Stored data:
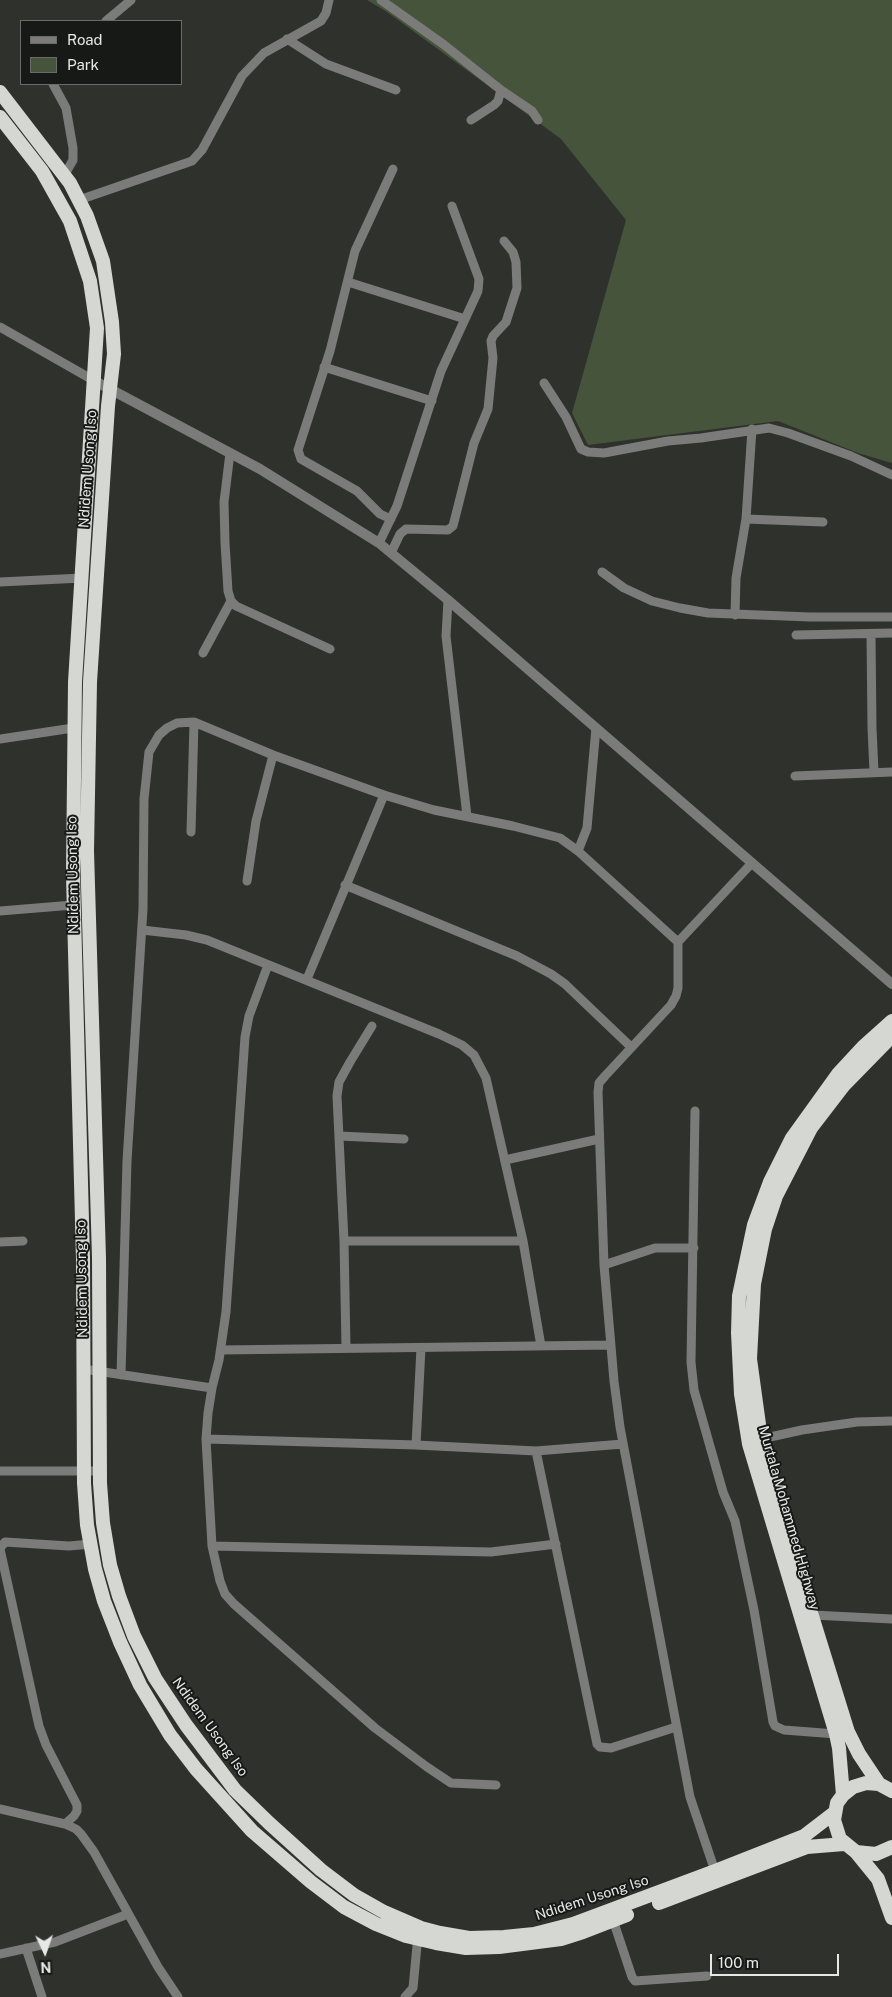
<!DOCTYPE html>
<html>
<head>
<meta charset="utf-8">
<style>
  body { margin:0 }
  #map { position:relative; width:892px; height:1997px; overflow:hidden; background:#2f312d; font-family:"Public Sans",sans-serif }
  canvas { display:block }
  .legend { position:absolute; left:20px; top:20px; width:162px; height:65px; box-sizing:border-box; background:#171917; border:1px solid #6a6c69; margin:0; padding:6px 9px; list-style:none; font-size:15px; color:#e6e8e5 }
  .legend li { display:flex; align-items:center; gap:10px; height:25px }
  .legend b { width:25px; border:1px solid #6a6c69 }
  .north { position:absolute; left:20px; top:1927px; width:50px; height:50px; -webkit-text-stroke:4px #171917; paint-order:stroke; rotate:177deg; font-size:14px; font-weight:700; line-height:20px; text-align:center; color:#e6e8e5 }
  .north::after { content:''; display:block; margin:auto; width:18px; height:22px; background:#e6e8e5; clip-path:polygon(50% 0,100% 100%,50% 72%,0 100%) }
  .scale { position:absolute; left:710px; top:1954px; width:129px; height:22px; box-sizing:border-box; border:2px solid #e6e8e5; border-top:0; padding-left:6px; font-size:15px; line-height:18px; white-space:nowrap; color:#e6e8e5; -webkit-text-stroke:4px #171917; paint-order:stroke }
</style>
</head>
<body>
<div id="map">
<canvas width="892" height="1997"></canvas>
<ul class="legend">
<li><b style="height:6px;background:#7b7c7a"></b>Road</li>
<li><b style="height:14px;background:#45543a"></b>Park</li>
</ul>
<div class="north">N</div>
<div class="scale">100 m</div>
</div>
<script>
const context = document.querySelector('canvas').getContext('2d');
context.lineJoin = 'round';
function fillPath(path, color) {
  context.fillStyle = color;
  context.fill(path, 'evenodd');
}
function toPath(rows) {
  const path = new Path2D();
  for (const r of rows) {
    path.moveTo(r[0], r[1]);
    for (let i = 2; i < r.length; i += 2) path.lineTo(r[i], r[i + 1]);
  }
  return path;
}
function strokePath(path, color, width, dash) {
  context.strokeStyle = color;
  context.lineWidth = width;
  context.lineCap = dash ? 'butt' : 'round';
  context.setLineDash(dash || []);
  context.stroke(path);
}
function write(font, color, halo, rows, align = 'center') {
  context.font = font + ' "Public Sans",sans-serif';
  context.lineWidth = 4;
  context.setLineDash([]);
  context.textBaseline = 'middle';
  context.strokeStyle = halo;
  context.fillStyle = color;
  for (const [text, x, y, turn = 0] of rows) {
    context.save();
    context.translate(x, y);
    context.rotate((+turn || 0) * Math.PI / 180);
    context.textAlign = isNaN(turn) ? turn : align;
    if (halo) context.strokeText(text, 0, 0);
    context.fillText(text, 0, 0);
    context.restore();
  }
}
fillPath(toPath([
  [367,0,892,0,892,463,858,453,778,421,588,445,572,413,626,220,561,139,387,12]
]), '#45543a');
strokePath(toPath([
  [381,0,443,44,501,90,532,111,538,120],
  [106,21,131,0],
  [287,39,326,64,396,90],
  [53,84,66,108,73,148,73,160,64,176],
  [471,120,494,105,498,101,501,90],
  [79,200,192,161,202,150,242,76,264,53,321,21,326,13,329,0],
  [348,282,465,319],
  [0,327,93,380],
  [324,367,432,401],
  [544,383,566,417,581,449,588,452,604,453,668,441,701,438,769,428,788,433,851,456,892,475],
  [230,453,224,502,225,543,228,591,231,601,236,606,330,649],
  [391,519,380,514,357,491,301,459,298,450,330,351,355,251,393,169],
  [746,519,823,522],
  [379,543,397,506,441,371,478,291,479,279,452,206],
  [391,553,400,534,406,529,448,530,453,526,474,443,488,409,493,358,491,341,493,336,506,322,517,288,516,262,513,252,504,241],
  [602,572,624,588,652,601,680,608,708,613,810,617,892,617],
  [0,582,82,578],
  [448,600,446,636,467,816],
  [735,615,736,578,746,519,752,429],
  [871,634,872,728,874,772],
  [796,635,892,633],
  [203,653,231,601],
  [0,739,73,728],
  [795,776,892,772],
  [191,832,194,722],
  [578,851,587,828,596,728],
  [247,881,256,821,273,755],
  [345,885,517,956,551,974,565,984,630,1046],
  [0,911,73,905],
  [142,930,186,935,207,940,439,1034,462,1045,474,1055,486,1078,523,1241,541,1346],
  [268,965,249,1016,245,1037,226,1312,219,1360,212,1388,208,1413,206,1439,212,1546,220,1581,225,1594,234,1604,375,1728,427,1767,451,1783,496,1785],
  [307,979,384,795],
  [695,1111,691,1362,694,1390,723,1492,735,1521,754,1610,773,1722,775,1726,784,1730,836,1734],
  [339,1136,404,1139],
  [505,1160,599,1139],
  [344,1241,523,1241],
  [0,1242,23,1241],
  [604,1265,655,1248,694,1248],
  [346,1348,344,1241,337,1096,339,1082,350,1062,372,1026],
  [221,1350,611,1345],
  [83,1369,212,1388],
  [121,1375,127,1161,143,909,144,799,149,752,159,735,167,728,177,723,194,722,273,755,384,795,434,810,513,826,560,838,578,851,678,942],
  [206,1439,416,1445,536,1451,623,1444],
  [761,1439,802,1430,857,1422,892,1421],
  [416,1445,421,1348],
  [536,1451,597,1744,600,1747,611,1748,676,1727],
  [0,1471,100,1471],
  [212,1546,491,1552,556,1544],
  [0,1548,5,1542,69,1546,91,1544],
  [0,1549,39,1726,46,1745,77,1805,77,1811,74,1816,65,1824],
  [813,1615,892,1619],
  [0,1809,65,1824,76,1829,81,1834,94,1852,158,1967,178,1997],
  [715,1871,690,1797,620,1427,614,1381,604,1265,598,1092,599,1083,605,1076,671,1005,676,996,678,988,678,942,751,864],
  [613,1920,632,1977,635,1981,707,1976],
  [26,1948,42,1997],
  [0,1954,55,1942,128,1914],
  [405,1997,413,1988,418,1935]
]), '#7b7c7a', 9);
strokePath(toPath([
  [93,380,260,469,379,543,448,600,892,984]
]), '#7b7c7a', 10);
strokePath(toPath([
  [0,92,70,183,87,216,103,261,112,322,114,354,108,406,90,682,87,851,99,1258,100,1483,103,1523,110,1565,119,1596,134,1636,155,1678,186,1725,235,1790,269,1823,321,1870,354,1895,384,1912,421,1928,440,1933,469,1938,504,1937,534,1934,573,1924,715,1871,804,1836,834,1813],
  [0,117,42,171,70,221,90,281,97,328,75,682,73,875,83,1259,84,1483,87,1525,95,1569,104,1601,120,1642,140,1685,170,1735,196,1769,252,1831,311,1882,344,1907,376,1924,406,1936,436,1943,466,1948,499,1947,561,1939,583,1932,627,1915],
  [879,1784,859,1754,848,1732,781,1516,761,1439,750,1359,754,1284,765,1229,776,1196,811,1128,844,1085,892,1036],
  [892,1791,879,1784,866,1783,853,1787,843,1795,837,1803,834,1820,840,1839,856,1852,876,1854,892,1847],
  [843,1795,839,1748,836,1734,749,1444,741,1394,738,1333,739,1296,754,1225,770,1182,792,1138,838,1074,863,1047,892,1021],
  [856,1852,878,1879,892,1918],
  [659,1903,807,1847,844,1844]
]), '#d4d7d2', 14);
write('14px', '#e6e8e5', '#171917', [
  ["Ndidem Usong Iso",88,469,-86],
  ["Ndidem Usong Iso",73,875,-91],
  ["Ndidem Usong Iso",82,1279,-91],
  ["Murtala Mohammed Highway",789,1518,74],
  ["Ndidem Usong Iso",210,1727,54],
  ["Ndidem Usong Iso",592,1898,-18]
]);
</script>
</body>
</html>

(PROBLEM DETAILS)
Take the lines from the first line of the entries through the line with "position:absolute; left:20px; top:1927px;", inclusive, and give them again exactly, minus any pictures.

(ANSWER AREA)
<!DOCTYPE html>
<html>
<head>
<meta charset="utf-8">
<style>
  body { margin:0 }
  #map { position:relative; width:892px; height:1997px; overflow:hidden; background:#2f312d; font-family:"Public Sans",sans-serif }
  canvas { display:block }
  .legend { position:absolute; left:20px; top:20px; width:162px; height:65px; box-sizing:border-box; background:#171917; border:1px solid #6a6c69; margin:0; padding:6px 9px; list-style:none; font-size:15px; color:#e6e8e5 }
  .legend li { display:flex; align-items:center; gap:10px; height:25px }
  .legend b { width:25px; border:1px solid #6a6c69 }
  .north { position:absolute; left:20px; top:1927px; width:50px; height:50px; -webkit-text-stroke:4px #171917; paint-order:stroke; rotate:177deg; font-size:14px; font-weight:700; line-height:20px; text-align:center; color:#e6e8e5 }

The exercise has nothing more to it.